* _Problem to work on_
In your reply, write out the records exactly, each line intact.

* _Material for this exercise_

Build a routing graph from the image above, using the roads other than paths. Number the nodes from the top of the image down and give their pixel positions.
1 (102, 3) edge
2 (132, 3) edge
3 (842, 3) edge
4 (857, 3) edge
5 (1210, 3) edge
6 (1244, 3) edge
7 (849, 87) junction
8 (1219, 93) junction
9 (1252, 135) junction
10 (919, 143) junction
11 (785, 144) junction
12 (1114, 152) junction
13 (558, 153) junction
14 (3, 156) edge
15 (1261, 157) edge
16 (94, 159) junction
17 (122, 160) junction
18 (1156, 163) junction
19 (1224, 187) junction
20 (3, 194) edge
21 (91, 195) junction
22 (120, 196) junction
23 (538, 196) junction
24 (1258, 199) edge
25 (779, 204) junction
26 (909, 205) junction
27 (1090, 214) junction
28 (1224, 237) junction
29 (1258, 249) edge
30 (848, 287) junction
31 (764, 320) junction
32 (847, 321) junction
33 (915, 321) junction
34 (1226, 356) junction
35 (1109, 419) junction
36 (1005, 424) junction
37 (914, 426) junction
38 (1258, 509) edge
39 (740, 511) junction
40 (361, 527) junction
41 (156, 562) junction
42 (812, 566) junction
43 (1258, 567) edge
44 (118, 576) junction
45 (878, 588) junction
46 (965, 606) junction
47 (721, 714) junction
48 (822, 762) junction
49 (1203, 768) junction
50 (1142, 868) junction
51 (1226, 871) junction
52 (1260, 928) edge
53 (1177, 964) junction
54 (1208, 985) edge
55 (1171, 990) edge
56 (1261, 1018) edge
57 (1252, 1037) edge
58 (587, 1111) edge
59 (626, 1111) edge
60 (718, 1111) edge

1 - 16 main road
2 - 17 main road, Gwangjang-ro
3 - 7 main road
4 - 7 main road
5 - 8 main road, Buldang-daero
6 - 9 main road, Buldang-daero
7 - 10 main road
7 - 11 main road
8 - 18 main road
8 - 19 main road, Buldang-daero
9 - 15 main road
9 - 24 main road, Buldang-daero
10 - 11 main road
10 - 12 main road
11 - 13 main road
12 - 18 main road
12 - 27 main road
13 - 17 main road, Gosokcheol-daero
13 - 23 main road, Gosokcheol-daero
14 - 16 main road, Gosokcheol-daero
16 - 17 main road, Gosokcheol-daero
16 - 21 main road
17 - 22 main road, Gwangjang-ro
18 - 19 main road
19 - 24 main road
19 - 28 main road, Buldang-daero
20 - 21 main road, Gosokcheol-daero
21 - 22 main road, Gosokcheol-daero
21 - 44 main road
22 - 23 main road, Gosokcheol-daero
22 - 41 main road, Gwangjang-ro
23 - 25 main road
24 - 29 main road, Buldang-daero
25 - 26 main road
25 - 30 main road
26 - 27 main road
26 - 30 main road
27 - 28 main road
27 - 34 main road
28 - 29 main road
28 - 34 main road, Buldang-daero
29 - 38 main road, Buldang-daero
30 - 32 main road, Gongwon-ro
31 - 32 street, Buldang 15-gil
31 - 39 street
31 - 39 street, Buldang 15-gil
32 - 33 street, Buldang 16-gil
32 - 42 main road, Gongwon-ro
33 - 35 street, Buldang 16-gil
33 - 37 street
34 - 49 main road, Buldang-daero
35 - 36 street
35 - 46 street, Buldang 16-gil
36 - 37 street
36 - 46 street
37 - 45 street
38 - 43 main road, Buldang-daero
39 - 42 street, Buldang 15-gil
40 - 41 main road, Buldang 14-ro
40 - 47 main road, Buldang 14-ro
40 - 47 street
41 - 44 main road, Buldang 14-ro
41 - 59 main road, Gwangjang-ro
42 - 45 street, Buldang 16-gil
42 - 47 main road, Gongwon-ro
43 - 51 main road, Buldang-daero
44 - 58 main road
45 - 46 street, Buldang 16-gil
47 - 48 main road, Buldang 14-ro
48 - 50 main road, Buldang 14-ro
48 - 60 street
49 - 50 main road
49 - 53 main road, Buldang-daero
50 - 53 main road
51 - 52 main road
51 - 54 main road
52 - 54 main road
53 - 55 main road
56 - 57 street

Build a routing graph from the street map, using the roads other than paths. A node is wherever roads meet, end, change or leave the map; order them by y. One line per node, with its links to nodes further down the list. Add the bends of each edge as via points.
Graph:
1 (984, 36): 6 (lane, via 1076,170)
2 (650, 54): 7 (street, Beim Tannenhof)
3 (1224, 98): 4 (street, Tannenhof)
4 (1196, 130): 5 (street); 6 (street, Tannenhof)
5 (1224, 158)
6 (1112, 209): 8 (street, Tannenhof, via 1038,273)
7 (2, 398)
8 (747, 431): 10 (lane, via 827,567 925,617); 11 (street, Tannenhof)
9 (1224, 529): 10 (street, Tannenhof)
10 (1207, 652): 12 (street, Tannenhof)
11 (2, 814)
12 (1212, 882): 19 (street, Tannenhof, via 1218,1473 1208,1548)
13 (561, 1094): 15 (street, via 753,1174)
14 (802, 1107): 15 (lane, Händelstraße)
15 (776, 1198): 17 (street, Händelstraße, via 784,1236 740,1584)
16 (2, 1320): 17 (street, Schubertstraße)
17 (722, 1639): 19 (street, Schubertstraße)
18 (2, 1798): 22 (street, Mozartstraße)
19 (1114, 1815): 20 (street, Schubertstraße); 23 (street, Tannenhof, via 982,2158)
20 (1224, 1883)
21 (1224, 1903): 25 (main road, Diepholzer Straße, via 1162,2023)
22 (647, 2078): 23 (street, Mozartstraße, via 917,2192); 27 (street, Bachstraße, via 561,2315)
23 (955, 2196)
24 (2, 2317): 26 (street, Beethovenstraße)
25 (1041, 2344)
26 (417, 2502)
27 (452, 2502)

* _Expected output_
Build a routing graph from the image above, using the roads other than paths. Number the nodes from the top of the image down and give their pixel positions.
1 (102, 3) edge
2 (132, 3) edge
3 (842, 3) edge
4 (857, 3) edge
5 (1210, 3) edge
6 (1244, 3) edge
7 (849, 87) junction
8 (1219, 93) junction
9 (1252, 135) junction
10 (919, 143) junction
11 (785, 144) junction
12 (1114, 152) junction
13 (558, 153) junction
14 (3, 156) edge
15 (1261, 157) edge
16 (94, 159) junction
17 (122, 160) junction
18 (1156, 163) junction
19 (1224, 187) junction
20 (3, 194) edge
21 (91, 195) junction
22 (120, 196) junction
23 (538, 196) junction
24 (1258, 199) edge
25 (779, 204) junction
26 (909, 205) junction
27 (1090, 214) junction
28 (1224, 237) junction
29 (1258, 249) edge
30 (848, 287) junction
31 (764, 320) junction
32 (847, 321) junction
33 (915, 321) junction
34 (1226, 356) junction
35 (1109, 419) junction
36 (1005, 424) junction
37 (914, 426) junction
38 (1258, 509) edge
39 (740, 511) junction
40 (361, 527) junction
41 (156, 562) junction
42 (812, 566) junction
43 (1258, 567) edge
44 (118, 576) junction
45 (878, 588) junction
46 (965, 606) junction
47 (721, 714) junction
48 (822, 762) junction
49 (1203, 768) junction
50 (1142, 868) junction
51 (1226, 871) junction
52 (1260, 928) edge
53 (1177, 964) junction
54 (1208, 985) edge
55 (1171, 990) edge
56 (1261, 1018) edge
57 (1252, 1037) edge
58 (587, 1111) edge
59 (626, 1111) edge
60 (718, 1111) edge

1 - 16 main road
2 - 17 main road, Gwangjang-ro
3 - 7 main road
4 - 7 main road
5 - 8 main road, Buldang-daero
6 - 9 main road, Buldang-daero
7 - 10 main road
7 - 11 main road
8 - 18 main road
8 - 19 main road, Buldang-daero
9 - 15 main road
9 - 24 main road, Buldang-daero
10 - 11 main road
10 - 12 main road
11 - 13 main road
12 - 18 main road
12 - 27 main road
13 - 17 main road, Gosokcheol-daero
13 - 23 main road, Gosokcheol-daero
14 - 16 main road, Gosokcheol-daero
16 - 17 main road, Gosokcheol-daero
16 - 21 main road
17 - 22 main road, Gwangjang-ro
18 - 19 main road
19 - 24 main road
19 - 28 main road, Buldang-daero
20 - 21 main road, Gosokcheol-daero
21 - 22 main road, Gosokcheol-daero
21 - 44 main road
22 - 23 main road, Gosokcheol-daero
22 - 41 main road, Gwangjang-ro
23 - 25 main road
24 - 29 main road, Buldang-daero
25 - 26 main road
25 - 30 main road
26 - 27 main road
26 - 30 main road
27 - 28 main road
27 - 34 main road
28 - 29 main road
28 - 34 main road, Buldang-daero
29 - 38 main road, Buldang-daero
30 - 32 main road, Gongwon-ro
31 - 32 street, Buldang 15-gil
31 - 39 street
31 - 39 street, Buldang 15-gil
32 - 33 street, Buldang 16-gil
32 - 42 main road, Gongwon-ro
33 - 35 street, Buldang 16-gil
33 - 37 street
34 - 49 main road, Buldang-daero
35 - 36 street
35 - 46 street, Buldang 16-gil
36 - 37 street
36 - 46 street
37 - 45 street
38 - 43 main road, Buldang-daero
39 - 42 street, Buldang 15-gil
40 - 41 main road, Buldang 14-ro
40 - 47 main road, Buldang 14-ro
40 - 47 street
41 - 44 main road, Buldang 14-ro
41 - 59 main road, Gwangjang-ro
42 - 45 street, Buldang 16-gil
42 - 47 main road, Gongwon-ro
43 - 51 main road, Buldang-daero
44 - 58 main road
45 - 46 street, Buldang 16-gil
47 - 48 main road, Buldang 14-ro
48 - 50 main road, Buldang 14-ro
48 - 60 street
49 - 50 main road
49 - 53 main road, Buldang-daero
50 - 53 main road
51 - 52 main road
51 - 54 main road
52 - 54 main road
53 - 55 main road
56 - 57 street

Build a routing graph from the street map, using the roads other than paths. A node is wherever roads meet, end, change or leave the map; order them by y. One line per node, with its links to nodes further down the list. Add the bends of each edge as via points.
Graph:
1 (984, 36): 6 (lane, via 1076,170)
2 (650, 54): 7 (street, Beim Tannenhof)
3 (1224, 98): 4 (street, Tannenhof)
4 (1196, 130): 5 (street); 6 (street, Tannenhof)
5 (1224, 158)
6 (1112, 209): 8 (street, Tannenhof, via 1038,273)
7 (2, 398)
8 (747, 431): 10 (lane, via 827,567 925,617); 11 (street, Tannenhof)
9 (1224, 529): 10 (street, Tannenhof)
10 (1207, 652): 12 (street, Tannenhof)
11 (2, 814)
12 (1212, 882): 19 (street, Tannenhof, via 1218,1473 1208,1548)
13 (561, 1094): 15 (street, via 753,1174)
14 (802, 1107): 15 (lane, Händelstraße)
15 (776, 1198): 17 (street, Händelstraße, via 784,1236 740,1584)
16 (2, 1320): 17 (street, Schubertstraße)
17 (722, 1639): 19 (street, Schubertstraße)
18 (2, 1798): 22 (street, Mozartstraße)
19 (1114, 1815): 20 (street, Schubertstraße); 23 (street, Tannenhof, via 982,2158)
20 (1224, 1883)
21 (1224, 1903): 25 (main road, Diepholzer Straße, via 1162,2023)
22 (647, 2078): 23 (street, Mozartstraße, via 917,2192); 27 (street, Bachstraße, via 561,2315)
23 (955, 2196)
24 (2, 2317): 26 (street, Beethovenstraße)
25 (1041, 2344)
26 (417, 2502)
27 (452, 2502)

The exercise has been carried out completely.